Iqbal membalikan badannya dan memutar bola matanya malas dia meraup wajah kasar, “Astagfirullah, apa lagi?” tanyanya berusaha tidak membuang Aqila ke sungai Amazon.

“AJARIN QILA BELAJAR BESOK QILA MAU UJIAN, OKEY JADI SEKARANG QILA KERUMAH ABANG” teriak Aqila langsung pergi tanpa menunggu jawaban dari Iqbal.

Sedangkan di posisi Iqbal, dia menghela nafas pelan, lalu segera menutup pintu balkon dan turun kebawah pasti tuh anak udah nungguin di bawah.

Ketika sudah sampai di bawah benar saja Aqila sedang duduk di kursi yang di sebelahnya ada Ilham sedang menonton TV.

“Abang” panggil Aqila tersenyum.

“Cepat yang mana?” tanya Iqbal langsung to the point.

Aqila pun segera memberi tahu yang mana saja yang tidak dia ngerti, “Yang ini, yang ini, terus yang ini, sama yang ini” ucap Aqila menunjuk bagian pelajaran yang tidak dia mengerti.

Terdengar helaan nafas dari Iqbal, “Udah yang itu aja?” tanyanya.

Dan Aqila mengangguk dengan senyuman nya, “Udah ko” jawabnya.

“Elah Qi, lo bilang lo pinter ko masa yang gituan doang kagak ngerti” sungut Ilham mengejek.

“Aqila ngerti ko cuman gak paham aja” ucapnya tak kalah sungutnya.

“Itu mah sama aja, dodol” saut Ilham menoyor kepala Aqila pelan.

“Ihhh ka Ilham, gak boleh gitu tau” ucap Aqila kesal yang juga menoyor kepala Ilham tapi lebih keras.

“Ehh lo juga” Ilham yang tak terima ketika ingin mencubit Aqila pun tak jadi lantaran di tatap tajam oleh Iqbal.
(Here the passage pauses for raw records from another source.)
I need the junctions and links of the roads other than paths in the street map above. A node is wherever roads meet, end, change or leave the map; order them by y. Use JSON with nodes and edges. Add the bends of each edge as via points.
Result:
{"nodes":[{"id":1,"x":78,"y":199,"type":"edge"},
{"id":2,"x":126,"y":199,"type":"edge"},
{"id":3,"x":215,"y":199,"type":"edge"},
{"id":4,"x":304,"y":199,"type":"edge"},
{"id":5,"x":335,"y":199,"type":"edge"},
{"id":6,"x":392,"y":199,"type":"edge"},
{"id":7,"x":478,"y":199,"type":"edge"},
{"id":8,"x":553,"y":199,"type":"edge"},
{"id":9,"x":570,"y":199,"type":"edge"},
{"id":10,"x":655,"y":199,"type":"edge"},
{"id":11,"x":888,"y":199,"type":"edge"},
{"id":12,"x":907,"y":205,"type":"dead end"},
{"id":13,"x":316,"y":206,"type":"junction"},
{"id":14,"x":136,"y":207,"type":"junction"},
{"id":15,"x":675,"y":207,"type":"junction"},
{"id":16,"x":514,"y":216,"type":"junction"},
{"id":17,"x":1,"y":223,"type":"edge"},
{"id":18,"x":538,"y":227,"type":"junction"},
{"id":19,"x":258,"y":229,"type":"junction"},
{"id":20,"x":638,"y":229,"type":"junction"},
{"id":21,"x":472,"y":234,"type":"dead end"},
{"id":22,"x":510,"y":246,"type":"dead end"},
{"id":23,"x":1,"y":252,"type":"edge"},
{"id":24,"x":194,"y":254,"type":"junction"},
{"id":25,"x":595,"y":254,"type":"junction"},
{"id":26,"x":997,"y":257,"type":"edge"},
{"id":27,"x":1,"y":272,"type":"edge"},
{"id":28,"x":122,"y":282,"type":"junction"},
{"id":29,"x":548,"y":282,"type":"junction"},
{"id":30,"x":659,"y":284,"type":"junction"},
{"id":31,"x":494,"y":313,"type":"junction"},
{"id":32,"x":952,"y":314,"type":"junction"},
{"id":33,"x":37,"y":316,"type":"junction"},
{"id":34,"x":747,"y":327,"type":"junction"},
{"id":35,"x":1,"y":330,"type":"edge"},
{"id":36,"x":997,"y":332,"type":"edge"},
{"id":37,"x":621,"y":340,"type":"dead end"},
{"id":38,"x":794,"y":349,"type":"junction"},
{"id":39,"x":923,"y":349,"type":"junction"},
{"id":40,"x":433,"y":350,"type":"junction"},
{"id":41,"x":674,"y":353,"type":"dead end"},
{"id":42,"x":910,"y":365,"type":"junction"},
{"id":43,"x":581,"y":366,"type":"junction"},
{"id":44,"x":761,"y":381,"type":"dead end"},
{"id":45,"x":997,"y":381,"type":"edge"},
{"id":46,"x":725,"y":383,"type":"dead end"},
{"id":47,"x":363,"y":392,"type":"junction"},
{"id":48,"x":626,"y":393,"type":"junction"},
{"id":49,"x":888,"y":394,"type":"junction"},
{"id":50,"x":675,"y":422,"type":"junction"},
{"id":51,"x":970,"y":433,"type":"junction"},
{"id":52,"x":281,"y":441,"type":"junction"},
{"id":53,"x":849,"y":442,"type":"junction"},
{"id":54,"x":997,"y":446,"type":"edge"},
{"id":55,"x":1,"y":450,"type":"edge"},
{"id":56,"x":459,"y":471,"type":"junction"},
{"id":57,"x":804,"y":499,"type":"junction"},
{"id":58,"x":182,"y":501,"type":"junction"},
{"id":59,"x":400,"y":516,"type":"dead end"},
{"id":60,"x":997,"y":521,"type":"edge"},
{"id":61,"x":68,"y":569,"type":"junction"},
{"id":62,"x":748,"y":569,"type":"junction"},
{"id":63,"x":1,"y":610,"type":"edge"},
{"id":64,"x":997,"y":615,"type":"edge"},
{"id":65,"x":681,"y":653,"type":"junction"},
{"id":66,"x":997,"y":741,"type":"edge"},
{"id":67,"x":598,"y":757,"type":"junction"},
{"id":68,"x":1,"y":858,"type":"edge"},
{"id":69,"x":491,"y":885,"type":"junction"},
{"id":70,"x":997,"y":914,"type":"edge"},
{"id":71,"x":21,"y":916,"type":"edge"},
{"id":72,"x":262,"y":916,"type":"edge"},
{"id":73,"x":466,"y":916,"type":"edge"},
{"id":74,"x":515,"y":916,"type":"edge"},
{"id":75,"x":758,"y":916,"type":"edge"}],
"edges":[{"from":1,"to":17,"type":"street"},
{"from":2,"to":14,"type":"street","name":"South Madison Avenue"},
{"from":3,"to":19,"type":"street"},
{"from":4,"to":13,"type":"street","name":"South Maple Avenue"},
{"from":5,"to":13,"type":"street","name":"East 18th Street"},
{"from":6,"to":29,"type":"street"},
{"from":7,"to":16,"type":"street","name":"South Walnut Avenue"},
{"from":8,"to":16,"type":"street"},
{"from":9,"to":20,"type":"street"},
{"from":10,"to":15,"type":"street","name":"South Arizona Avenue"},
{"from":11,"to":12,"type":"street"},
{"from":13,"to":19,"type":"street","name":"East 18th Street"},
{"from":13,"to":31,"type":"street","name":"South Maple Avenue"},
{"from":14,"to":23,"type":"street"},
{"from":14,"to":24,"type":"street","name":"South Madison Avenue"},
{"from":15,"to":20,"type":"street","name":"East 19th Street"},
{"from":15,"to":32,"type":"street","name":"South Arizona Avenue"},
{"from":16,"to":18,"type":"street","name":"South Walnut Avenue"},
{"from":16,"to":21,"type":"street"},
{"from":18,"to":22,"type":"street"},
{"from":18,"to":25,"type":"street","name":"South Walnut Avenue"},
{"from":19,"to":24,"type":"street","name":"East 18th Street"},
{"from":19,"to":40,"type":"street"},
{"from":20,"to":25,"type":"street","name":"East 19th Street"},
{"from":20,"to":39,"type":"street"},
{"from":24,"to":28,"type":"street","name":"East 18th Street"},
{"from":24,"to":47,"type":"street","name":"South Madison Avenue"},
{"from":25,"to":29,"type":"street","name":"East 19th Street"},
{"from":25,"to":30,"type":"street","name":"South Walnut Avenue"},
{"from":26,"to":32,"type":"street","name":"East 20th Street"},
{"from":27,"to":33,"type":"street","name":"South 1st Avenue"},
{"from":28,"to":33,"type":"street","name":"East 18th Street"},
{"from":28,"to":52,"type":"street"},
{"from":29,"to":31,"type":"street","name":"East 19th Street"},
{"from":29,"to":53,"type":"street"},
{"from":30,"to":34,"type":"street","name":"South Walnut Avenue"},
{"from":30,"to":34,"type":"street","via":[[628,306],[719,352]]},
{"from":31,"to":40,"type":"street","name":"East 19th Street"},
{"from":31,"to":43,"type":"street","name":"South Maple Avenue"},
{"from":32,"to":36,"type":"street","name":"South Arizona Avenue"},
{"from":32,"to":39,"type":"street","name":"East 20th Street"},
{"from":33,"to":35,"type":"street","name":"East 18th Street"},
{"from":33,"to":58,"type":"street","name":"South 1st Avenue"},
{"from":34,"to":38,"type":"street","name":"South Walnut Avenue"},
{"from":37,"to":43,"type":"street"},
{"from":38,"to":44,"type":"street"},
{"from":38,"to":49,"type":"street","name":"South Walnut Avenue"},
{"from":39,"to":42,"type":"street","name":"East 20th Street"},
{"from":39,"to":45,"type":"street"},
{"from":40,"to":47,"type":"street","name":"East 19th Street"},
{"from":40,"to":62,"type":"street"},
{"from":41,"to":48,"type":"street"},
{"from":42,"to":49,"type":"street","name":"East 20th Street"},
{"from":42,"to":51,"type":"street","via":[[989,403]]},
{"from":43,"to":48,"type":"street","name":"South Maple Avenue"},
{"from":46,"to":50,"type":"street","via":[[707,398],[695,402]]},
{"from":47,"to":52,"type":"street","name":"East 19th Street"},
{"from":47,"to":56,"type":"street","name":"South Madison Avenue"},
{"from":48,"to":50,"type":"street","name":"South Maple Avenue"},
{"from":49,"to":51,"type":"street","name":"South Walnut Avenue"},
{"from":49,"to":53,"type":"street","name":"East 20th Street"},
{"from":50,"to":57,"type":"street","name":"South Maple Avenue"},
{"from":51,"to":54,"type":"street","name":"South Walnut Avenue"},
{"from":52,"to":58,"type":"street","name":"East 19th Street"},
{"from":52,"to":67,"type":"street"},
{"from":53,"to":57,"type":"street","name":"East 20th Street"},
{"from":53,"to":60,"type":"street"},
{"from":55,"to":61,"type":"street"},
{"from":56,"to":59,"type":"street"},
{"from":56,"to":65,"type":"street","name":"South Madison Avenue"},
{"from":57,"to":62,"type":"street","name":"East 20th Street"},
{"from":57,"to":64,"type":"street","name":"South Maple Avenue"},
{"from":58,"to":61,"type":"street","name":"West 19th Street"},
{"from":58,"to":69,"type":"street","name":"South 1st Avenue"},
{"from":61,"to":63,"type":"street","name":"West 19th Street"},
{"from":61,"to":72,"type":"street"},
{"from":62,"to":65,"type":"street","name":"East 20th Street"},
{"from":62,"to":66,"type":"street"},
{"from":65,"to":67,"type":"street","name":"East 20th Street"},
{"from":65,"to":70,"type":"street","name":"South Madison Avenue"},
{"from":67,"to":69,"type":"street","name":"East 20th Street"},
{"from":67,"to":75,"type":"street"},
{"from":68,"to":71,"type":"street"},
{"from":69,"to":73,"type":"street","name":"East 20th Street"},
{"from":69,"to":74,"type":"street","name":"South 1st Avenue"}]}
“Huh, kali ini selamat lo dari cubitan maut gue” ucap Ilham kesal lalu kembali menonton TV.

“Bodo amat, wleee” saut Aqila menjulurkan lidahnya.

“Mau belajar atau mau berantem?” tanya Iqbal dingin.

“Belajar” jawab Aqila cepat.

“Ya sudah sini duduk” Iqbal menepuk tempat di sebelahnya.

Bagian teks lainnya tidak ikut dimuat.